Proposed new rules in Canada would push the period to consider a bid to four months from the current minimum of 35 days, meaning that the Canadian Oil Sands defence is a test case with the battered energy sector, which is ripe for a flood of deal action as oil prices languish.

Suncor has offered 0.25 of one of its shares for each Canadian Oil Sands share. Canadian Oil Sands has said the approach undervalues the company, and that Suncor knows that because it has intimate knowledge of Syncrude. If the bid is successful, Suncor's interest in the operation would jump to 49 per cent from 12 per cent.

"They had a 60-day rights plan, which was the extreme of Canadian rights plans, voted in in 2013. We prepared the bid and made the bid in complete compliance with that, and then the board sat after we made the bid and revised retrospectively. My view is that's not in the public interest," Mr. Williams said.

"So you can expect to see us challenge that at the appropriate time, and that day is rapidly approaching, and that will be heard by the Alberta Securities Commission."

As spelled out in bid materials, Suncor offered 0.32 of a share for Canadian Oil Sands in April, and the target dismissed it. Since then, crude prices have been largely stuck under $50 (U.S.) a barrel, and Canadian Oil Sands shares have slumped as prospects for a return to rising dividends dimmed.

Mr. Williams said that if investors are unable to tender, Suncor could walk away after its deadline, which would likely trigger a collapse in the share price.

Unsolicited bids have been rare in the oil patch in recent years, but the severe downturn, now in its second year, may prompt more as companies with attractive assets come under increasing financial strain, analysts have said.

Last week, Canadian Oil Sands posted stronger-than-expected quarterly cash flow, evidence, Mr. Kubik said, that cost-cutting efforts at Syncrude are paying off.

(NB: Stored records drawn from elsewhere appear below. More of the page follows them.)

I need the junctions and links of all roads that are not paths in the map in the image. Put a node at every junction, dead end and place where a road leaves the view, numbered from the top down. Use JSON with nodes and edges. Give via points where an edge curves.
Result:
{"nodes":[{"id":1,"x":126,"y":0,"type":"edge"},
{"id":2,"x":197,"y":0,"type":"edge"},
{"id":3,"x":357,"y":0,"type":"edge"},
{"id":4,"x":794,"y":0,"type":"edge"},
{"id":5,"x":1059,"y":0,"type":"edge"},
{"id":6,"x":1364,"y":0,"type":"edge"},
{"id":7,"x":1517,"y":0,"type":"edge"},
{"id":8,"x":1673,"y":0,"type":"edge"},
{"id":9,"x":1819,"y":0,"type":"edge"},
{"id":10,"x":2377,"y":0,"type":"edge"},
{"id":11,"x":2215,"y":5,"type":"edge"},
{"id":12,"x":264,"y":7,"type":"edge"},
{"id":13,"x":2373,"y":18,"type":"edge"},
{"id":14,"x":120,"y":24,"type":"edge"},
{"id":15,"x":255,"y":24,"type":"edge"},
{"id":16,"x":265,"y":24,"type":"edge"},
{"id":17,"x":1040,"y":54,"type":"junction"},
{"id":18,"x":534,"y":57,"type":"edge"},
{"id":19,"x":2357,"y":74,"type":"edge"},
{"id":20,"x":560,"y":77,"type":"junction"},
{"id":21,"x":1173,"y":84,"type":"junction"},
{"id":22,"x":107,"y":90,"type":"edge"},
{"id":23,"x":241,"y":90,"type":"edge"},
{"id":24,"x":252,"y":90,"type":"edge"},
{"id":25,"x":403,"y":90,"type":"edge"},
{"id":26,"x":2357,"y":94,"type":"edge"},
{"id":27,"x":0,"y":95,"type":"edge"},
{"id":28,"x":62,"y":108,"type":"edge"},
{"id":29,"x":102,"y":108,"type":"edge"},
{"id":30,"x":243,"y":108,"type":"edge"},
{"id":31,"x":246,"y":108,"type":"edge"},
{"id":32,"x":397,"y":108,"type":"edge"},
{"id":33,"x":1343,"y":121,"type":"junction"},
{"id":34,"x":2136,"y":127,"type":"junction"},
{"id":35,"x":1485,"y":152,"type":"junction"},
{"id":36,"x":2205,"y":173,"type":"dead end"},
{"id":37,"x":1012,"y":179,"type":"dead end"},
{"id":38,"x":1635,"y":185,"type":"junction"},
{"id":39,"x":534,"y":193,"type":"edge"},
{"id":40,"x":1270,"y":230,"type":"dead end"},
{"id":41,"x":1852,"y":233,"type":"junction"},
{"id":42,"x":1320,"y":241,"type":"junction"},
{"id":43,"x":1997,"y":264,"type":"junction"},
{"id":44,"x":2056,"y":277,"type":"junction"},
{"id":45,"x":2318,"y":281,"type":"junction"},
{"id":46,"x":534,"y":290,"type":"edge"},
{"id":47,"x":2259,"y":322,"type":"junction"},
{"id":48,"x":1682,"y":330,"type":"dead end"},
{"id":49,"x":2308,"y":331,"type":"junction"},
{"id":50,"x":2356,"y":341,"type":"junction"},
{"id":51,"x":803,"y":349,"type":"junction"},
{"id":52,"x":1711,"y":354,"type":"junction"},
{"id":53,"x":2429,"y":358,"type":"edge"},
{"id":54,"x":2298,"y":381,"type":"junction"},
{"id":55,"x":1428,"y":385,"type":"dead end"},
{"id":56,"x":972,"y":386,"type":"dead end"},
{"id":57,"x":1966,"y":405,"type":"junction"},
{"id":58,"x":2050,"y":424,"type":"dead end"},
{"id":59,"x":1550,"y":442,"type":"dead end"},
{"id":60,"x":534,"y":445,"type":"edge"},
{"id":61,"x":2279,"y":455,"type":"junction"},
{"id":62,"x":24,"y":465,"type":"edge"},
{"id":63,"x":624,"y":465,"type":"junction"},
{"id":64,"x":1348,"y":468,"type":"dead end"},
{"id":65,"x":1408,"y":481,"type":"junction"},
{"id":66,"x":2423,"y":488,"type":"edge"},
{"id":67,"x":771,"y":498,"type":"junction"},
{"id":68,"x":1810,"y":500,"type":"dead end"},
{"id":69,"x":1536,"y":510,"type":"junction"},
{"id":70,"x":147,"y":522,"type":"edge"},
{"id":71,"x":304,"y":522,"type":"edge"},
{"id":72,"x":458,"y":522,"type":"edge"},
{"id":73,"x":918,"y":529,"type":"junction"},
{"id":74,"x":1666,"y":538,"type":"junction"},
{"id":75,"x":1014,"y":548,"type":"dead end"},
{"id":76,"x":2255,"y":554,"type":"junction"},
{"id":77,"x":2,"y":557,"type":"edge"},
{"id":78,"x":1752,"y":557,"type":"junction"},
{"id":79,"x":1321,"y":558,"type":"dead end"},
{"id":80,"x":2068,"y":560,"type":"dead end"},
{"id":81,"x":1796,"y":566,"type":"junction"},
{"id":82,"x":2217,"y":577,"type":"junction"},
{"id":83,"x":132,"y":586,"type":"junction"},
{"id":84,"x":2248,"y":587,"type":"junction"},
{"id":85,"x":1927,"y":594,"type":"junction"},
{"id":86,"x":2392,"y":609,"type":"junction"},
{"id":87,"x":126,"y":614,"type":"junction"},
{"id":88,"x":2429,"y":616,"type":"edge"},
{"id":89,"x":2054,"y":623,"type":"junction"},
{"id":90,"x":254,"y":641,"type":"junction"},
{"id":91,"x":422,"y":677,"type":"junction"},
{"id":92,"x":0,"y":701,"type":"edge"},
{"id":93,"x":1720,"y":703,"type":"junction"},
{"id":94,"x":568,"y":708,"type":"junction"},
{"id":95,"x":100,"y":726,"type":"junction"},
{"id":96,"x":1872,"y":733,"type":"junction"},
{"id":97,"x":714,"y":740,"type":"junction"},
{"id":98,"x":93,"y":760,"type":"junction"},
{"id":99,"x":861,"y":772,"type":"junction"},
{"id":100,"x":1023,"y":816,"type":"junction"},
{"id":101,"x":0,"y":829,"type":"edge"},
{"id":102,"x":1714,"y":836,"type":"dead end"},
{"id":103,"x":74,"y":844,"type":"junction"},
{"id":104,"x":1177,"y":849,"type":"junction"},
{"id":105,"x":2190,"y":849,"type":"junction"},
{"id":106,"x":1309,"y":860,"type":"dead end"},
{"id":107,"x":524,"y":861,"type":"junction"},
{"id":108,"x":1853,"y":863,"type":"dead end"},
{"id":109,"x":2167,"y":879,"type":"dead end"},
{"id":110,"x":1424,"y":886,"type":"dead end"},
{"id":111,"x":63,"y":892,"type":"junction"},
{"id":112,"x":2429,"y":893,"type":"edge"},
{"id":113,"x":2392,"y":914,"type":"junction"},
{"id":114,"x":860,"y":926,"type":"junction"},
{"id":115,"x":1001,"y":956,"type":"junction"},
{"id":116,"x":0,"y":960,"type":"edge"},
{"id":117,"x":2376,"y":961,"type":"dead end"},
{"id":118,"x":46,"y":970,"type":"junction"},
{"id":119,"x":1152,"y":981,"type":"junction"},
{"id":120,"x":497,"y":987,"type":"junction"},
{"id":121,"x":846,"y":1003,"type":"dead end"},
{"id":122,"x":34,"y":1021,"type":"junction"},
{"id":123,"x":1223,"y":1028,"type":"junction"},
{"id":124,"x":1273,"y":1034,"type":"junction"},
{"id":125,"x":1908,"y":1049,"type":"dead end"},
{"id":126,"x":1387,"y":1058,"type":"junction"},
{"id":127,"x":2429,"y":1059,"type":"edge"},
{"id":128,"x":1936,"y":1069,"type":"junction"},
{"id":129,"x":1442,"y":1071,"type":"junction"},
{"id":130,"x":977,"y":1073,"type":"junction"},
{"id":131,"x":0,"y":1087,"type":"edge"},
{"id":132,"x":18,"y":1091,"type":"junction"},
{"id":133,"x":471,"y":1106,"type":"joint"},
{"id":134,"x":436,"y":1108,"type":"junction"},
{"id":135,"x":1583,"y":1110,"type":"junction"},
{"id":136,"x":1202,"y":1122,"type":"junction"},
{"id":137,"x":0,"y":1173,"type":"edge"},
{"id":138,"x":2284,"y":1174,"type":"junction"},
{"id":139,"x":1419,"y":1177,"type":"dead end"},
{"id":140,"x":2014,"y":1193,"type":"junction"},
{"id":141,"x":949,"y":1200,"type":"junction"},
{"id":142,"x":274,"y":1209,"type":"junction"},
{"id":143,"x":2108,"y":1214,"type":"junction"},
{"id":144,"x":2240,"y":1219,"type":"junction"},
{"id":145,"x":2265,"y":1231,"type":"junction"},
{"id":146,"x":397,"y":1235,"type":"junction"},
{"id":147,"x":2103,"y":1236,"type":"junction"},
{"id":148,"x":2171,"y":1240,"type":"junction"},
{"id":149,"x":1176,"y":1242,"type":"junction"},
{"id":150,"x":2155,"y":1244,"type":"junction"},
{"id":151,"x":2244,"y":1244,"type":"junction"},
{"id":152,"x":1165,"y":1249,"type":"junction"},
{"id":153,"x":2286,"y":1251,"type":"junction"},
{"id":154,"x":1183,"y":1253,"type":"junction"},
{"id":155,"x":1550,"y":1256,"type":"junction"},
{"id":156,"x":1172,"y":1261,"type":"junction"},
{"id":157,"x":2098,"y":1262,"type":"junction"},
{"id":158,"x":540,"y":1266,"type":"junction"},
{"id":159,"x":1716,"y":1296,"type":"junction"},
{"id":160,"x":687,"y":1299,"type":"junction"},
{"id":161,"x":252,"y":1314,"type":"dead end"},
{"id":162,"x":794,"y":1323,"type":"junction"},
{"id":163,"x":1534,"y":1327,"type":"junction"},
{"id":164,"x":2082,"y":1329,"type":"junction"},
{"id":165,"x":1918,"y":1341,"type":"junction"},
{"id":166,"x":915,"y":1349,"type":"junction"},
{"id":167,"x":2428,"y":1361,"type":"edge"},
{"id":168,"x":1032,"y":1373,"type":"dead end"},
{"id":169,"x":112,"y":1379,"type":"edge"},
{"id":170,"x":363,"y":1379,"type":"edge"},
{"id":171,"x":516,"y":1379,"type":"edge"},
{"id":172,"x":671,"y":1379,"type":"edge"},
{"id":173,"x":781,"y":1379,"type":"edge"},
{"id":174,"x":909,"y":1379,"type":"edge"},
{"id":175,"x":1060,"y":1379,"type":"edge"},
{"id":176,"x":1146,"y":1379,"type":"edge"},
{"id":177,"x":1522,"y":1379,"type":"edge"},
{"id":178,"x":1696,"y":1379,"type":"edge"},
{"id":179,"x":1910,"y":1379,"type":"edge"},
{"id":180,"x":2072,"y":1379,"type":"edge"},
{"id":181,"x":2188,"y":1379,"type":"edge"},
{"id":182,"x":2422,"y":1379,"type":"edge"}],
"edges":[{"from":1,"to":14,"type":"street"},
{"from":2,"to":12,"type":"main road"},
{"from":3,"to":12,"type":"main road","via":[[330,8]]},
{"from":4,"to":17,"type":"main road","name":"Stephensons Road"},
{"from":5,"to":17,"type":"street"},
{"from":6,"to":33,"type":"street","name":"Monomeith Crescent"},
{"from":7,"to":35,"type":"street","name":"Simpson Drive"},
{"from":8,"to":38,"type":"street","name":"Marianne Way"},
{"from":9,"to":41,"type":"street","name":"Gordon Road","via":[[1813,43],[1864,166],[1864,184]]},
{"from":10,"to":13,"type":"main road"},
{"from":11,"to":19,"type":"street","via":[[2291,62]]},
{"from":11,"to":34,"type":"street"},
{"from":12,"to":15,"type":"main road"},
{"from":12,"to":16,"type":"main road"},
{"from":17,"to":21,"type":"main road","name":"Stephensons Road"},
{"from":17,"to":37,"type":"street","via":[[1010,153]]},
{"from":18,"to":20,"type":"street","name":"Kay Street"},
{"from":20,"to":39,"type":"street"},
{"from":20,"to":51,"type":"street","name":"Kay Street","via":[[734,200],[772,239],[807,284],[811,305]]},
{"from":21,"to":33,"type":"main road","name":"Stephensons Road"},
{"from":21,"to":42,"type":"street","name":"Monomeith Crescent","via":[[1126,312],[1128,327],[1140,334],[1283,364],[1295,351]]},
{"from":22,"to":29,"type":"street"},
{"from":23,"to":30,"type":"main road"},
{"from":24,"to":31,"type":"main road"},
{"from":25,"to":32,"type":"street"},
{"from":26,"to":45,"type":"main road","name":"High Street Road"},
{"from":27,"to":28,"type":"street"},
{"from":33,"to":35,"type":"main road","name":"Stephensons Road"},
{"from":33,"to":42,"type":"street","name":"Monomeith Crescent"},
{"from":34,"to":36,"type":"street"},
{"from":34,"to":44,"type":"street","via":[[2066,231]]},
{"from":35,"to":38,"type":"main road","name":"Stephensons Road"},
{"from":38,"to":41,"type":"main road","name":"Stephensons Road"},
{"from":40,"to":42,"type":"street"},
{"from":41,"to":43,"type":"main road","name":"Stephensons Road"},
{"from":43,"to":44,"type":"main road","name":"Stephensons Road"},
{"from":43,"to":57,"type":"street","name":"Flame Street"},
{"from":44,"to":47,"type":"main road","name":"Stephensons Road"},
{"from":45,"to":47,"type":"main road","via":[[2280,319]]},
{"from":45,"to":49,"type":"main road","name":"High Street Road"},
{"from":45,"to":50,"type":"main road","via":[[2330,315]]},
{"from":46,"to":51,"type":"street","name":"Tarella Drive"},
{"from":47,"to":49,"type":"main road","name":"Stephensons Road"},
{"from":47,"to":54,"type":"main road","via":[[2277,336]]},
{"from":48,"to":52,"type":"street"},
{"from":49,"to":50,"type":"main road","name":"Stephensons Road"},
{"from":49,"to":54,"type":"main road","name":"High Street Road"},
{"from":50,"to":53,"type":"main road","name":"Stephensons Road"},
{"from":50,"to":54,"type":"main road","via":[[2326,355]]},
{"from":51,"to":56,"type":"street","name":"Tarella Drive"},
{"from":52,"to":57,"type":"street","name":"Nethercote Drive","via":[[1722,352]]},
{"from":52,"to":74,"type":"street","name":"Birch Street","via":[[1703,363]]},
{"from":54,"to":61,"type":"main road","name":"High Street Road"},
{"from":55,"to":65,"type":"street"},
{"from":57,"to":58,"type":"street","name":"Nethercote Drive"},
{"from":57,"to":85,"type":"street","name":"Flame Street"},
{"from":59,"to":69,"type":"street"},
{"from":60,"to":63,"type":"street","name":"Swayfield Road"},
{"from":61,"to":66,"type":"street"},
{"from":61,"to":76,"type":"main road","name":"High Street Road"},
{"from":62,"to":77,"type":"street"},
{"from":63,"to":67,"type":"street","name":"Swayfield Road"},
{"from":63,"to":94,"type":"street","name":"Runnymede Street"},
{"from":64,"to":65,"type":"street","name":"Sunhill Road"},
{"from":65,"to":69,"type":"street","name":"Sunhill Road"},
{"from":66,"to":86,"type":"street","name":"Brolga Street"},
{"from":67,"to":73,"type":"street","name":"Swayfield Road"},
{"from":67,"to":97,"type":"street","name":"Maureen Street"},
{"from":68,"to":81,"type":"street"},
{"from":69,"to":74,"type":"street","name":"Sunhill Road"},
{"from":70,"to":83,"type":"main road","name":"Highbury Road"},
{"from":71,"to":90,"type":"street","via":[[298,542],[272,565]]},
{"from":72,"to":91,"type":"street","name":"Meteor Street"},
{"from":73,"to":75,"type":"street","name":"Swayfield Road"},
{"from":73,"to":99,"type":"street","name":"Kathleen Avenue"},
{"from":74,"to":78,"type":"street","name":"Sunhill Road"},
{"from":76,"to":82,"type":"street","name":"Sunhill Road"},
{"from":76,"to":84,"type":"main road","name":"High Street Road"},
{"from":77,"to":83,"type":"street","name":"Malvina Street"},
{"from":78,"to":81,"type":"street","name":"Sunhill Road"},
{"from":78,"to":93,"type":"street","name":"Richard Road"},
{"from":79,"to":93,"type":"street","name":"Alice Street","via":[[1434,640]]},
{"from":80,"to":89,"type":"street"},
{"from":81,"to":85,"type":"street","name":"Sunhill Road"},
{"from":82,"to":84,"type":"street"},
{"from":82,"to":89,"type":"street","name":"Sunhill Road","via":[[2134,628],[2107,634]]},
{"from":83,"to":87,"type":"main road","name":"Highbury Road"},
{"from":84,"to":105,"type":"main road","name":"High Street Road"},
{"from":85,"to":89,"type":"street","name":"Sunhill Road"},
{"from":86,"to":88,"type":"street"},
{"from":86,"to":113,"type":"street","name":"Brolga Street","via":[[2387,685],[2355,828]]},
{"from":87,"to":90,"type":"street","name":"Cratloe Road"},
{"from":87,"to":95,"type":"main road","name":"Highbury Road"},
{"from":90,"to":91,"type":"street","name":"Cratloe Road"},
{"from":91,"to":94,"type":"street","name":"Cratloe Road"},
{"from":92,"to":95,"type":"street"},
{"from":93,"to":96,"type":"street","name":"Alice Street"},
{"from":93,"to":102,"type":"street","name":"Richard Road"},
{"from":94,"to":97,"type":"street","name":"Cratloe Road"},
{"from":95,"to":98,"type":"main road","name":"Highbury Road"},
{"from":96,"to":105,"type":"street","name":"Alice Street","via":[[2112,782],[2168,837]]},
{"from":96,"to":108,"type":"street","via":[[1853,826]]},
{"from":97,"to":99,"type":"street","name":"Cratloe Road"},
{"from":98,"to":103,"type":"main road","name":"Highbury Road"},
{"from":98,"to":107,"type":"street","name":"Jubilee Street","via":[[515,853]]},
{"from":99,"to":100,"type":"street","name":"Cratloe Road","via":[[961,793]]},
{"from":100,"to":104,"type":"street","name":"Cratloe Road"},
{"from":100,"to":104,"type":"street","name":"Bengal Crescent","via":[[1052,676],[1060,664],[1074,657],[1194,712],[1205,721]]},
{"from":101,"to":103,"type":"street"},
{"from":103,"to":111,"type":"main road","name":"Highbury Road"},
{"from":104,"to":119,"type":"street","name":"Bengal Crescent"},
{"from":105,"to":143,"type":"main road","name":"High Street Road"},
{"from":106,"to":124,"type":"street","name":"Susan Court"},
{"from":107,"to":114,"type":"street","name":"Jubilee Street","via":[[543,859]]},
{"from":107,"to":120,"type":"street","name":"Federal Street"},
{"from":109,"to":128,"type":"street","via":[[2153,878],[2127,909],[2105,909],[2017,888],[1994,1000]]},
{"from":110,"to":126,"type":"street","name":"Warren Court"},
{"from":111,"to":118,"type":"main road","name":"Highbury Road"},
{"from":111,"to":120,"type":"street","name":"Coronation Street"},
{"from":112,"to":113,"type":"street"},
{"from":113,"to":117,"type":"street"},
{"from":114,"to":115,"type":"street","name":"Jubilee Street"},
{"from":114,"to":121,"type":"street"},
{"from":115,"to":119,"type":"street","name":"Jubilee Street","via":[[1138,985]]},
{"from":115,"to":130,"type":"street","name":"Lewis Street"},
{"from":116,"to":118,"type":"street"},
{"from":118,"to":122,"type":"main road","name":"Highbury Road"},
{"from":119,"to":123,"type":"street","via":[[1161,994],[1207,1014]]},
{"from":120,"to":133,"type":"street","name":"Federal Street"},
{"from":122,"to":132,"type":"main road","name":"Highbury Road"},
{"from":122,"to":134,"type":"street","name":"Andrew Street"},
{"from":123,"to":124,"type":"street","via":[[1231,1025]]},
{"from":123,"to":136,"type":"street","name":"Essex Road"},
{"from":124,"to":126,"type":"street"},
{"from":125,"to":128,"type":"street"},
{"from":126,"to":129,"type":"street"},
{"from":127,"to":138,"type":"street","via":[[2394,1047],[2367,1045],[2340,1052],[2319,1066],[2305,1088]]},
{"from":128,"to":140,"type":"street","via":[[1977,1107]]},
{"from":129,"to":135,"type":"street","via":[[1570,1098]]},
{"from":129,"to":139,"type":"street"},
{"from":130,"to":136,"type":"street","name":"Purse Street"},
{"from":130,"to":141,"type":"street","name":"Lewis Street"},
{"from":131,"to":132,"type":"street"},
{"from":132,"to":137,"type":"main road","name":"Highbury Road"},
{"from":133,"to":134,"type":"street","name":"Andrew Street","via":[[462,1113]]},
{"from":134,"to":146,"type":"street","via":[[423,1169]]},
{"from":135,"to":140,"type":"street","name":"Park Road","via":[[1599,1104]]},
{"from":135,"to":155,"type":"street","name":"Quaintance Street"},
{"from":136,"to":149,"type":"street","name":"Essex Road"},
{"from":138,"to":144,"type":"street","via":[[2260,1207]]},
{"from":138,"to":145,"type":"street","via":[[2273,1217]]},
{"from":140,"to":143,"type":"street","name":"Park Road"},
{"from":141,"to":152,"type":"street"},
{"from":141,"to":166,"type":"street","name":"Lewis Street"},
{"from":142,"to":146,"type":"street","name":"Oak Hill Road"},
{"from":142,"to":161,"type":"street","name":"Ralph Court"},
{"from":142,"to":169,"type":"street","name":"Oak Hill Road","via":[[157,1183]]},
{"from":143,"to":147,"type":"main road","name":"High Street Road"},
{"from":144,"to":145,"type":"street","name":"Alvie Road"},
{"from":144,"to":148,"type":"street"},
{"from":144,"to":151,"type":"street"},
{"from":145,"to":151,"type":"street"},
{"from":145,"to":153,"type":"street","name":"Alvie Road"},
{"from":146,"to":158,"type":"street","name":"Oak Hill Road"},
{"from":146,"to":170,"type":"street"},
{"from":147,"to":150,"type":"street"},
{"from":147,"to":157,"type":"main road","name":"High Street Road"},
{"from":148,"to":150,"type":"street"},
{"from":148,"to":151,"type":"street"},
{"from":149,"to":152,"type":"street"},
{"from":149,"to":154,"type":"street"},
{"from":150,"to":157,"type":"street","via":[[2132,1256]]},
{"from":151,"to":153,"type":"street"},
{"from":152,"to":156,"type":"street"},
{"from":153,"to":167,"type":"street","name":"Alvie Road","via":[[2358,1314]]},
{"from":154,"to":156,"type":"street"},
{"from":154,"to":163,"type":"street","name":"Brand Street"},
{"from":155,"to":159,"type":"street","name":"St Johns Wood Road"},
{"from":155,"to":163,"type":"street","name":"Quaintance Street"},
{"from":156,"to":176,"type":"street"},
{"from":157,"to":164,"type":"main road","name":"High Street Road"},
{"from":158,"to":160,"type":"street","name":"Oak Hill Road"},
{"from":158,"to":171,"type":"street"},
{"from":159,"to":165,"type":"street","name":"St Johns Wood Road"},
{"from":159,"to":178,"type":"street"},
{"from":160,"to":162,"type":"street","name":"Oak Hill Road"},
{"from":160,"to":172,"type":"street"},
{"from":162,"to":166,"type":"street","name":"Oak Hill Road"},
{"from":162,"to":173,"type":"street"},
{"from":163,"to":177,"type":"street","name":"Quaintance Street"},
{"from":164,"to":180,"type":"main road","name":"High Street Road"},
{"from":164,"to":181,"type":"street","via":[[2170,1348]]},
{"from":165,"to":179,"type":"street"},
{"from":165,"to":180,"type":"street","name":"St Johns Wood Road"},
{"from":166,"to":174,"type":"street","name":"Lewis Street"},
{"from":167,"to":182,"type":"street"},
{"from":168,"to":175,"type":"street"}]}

"We're seeing strong performance. And guess what: Suncor's been sitting at the table looking at all those initiatives to drive that performance," he said in an interview. "They've been sitting there for years, looking at the detailed reliability plans that are being executed by Syncrude.

"They're looking to capture that value before it's recognized in the market for their own shareholders."

Both CEOs went on extensive road shows to meet with investors last month and, not surprisingly, they offer differing views of responses.

Canadian Oil Sands says its shareholders are supportive of the lengthy bid period in the poison pill, which if triggered would allow existing investors to buy rights for new shares at a discount, making the offer far more expensive. It said investors understand that time is needed to level the playing field for other bidders, and that Suncor should be as interested in the assets after 120 days as they are after 60.

Mr. Williams said it is just a tactic to buy time in hopes oil markets will improve.